▶ GOAL OF THE EXERCISE
Search the material below for the string "Furber" and list each line that holds it.
** DATA SHOWN follows **
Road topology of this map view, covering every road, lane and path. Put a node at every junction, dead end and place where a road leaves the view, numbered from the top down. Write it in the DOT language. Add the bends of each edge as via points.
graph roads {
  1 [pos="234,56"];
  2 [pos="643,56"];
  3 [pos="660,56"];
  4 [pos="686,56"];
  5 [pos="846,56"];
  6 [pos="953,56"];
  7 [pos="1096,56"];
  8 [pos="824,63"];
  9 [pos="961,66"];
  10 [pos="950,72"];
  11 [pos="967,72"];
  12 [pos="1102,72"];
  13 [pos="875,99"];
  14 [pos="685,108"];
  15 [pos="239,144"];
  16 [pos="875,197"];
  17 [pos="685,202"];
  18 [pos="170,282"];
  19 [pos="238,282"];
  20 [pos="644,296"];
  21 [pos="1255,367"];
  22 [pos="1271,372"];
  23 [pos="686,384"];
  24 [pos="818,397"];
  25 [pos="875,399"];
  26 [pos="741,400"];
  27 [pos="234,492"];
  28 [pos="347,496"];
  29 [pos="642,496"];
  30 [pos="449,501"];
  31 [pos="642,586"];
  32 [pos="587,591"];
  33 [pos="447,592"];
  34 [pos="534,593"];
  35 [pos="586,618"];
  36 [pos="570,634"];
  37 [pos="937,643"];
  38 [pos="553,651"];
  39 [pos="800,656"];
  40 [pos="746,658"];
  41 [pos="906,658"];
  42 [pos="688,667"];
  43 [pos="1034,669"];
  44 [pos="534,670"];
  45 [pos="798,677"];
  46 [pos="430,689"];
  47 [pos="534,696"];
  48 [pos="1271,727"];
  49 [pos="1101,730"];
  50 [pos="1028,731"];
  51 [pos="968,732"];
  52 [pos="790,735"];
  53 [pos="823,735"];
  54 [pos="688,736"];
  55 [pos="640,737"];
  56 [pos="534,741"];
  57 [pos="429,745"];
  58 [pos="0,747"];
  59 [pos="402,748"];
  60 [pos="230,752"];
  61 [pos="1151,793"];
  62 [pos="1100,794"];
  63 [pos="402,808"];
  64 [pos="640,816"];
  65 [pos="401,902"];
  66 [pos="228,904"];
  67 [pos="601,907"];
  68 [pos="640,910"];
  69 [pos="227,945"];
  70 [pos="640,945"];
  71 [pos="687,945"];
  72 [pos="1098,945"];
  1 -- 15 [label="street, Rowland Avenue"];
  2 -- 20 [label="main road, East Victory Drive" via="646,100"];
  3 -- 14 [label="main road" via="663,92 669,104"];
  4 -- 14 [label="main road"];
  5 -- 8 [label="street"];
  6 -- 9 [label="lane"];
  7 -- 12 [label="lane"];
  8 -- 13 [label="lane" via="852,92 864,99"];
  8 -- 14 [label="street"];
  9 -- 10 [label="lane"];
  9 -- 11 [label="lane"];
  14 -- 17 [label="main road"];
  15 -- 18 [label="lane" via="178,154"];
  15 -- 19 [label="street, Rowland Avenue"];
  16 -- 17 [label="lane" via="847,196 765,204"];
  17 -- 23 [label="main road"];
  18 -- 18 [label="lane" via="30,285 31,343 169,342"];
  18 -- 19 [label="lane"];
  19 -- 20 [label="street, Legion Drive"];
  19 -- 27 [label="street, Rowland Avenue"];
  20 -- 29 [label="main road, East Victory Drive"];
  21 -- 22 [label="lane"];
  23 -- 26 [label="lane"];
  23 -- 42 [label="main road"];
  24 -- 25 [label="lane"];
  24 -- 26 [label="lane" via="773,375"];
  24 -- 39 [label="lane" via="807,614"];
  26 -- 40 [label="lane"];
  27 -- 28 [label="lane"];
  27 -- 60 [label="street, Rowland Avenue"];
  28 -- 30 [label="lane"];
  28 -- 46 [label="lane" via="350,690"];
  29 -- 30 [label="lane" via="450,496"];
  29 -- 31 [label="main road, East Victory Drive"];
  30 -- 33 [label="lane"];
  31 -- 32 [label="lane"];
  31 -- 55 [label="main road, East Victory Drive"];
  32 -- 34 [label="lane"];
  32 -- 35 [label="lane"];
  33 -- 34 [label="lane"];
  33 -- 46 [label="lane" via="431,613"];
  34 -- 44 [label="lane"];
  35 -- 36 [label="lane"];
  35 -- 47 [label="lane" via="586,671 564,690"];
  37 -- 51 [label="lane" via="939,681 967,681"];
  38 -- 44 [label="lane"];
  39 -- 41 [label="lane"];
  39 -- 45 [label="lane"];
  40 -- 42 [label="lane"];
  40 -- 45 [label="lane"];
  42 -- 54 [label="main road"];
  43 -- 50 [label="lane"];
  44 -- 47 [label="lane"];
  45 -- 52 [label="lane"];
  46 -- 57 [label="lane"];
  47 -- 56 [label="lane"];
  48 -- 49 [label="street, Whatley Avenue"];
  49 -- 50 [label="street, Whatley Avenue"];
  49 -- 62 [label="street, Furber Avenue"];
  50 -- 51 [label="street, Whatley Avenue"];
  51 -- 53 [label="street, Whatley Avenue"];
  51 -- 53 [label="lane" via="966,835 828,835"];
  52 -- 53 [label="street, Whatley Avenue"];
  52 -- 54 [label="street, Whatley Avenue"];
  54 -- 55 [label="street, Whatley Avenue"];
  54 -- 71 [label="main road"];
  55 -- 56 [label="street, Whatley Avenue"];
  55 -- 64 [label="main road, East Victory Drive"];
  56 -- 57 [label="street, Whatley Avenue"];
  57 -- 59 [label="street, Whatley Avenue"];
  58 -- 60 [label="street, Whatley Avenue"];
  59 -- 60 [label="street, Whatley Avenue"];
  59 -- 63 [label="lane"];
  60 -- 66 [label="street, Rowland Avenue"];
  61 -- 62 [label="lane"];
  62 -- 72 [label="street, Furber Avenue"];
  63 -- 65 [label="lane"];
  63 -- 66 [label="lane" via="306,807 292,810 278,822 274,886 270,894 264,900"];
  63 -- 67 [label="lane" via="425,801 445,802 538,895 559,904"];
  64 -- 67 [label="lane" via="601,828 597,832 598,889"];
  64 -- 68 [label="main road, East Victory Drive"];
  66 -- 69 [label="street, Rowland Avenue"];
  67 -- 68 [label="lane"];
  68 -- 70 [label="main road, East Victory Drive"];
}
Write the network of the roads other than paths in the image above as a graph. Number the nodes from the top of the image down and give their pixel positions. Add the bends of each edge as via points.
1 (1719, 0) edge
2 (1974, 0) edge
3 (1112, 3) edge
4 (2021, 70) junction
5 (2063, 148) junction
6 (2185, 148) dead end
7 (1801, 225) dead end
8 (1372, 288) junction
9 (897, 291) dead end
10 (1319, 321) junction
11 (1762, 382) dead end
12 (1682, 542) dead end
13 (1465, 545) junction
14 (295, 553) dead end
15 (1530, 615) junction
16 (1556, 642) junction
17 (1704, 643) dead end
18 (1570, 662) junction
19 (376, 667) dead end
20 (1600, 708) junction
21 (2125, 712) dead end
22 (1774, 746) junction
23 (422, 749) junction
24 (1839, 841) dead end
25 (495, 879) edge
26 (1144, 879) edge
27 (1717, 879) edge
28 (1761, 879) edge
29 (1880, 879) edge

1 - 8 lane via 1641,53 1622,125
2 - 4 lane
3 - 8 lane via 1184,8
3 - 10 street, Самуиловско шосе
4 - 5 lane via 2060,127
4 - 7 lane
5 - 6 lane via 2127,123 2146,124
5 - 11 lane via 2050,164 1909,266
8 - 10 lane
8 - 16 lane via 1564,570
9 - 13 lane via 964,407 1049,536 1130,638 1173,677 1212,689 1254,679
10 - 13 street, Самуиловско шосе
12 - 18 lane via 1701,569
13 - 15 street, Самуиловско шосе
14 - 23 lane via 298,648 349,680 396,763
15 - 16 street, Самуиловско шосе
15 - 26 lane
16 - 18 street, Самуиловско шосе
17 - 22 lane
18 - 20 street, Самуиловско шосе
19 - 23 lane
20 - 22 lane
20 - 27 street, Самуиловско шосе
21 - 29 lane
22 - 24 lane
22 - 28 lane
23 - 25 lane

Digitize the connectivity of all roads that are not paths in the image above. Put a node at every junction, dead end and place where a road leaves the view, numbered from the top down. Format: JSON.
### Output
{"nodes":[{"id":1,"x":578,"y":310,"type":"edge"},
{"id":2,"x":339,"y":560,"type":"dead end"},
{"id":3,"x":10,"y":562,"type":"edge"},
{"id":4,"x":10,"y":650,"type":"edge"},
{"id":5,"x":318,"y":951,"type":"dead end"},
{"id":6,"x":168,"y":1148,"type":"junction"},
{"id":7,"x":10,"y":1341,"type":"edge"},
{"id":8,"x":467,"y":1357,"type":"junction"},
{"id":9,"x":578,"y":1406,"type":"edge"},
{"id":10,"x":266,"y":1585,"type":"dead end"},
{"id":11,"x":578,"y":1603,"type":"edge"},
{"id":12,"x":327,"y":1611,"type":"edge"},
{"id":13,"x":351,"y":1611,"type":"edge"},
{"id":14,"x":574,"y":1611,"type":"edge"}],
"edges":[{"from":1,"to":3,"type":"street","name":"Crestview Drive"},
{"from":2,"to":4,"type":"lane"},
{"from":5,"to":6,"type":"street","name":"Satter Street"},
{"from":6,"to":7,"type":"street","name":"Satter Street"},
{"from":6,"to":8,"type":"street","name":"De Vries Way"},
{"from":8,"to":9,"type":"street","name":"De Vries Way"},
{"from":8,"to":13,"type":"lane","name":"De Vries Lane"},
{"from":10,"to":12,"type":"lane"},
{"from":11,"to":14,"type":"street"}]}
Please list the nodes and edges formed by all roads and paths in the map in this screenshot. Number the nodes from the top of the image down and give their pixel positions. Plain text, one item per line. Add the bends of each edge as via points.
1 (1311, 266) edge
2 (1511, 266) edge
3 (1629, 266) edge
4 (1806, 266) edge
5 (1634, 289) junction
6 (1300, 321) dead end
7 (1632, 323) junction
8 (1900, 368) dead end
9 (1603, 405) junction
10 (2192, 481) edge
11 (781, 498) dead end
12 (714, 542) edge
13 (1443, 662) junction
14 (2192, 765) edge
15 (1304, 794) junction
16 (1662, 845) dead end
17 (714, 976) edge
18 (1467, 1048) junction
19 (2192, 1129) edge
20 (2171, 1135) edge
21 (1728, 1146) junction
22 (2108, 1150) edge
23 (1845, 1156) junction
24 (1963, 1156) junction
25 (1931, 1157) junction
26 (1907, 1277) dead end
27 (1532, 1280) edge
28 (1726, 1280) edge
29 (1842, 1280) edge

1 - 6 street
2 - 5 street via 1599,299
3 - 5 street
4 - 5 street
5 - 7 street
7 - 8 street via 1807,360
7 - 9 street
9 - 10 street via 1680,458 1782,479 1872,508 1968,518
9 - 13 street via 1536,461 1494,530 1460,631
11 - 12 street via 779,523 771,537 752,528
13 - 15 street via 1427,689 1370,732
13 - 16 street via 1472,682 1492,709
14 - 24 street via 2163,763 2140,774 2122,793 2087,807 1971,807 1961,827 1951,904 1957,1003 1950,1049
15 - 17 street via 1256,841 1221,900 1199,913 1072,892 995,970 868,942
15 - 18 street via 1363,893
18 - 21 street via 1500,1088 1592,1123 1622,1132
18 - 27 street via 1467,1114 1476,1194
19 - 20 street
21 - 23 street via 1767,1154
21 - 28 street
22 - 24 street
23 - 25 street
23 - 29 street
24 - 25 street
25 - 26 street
** End of DATA SHOWN **
▶ ANSWER SECTION
  49 -- 62 [label="street, Furber Avenue"];
  62 -- 72 [label="street, Furber Avenue"];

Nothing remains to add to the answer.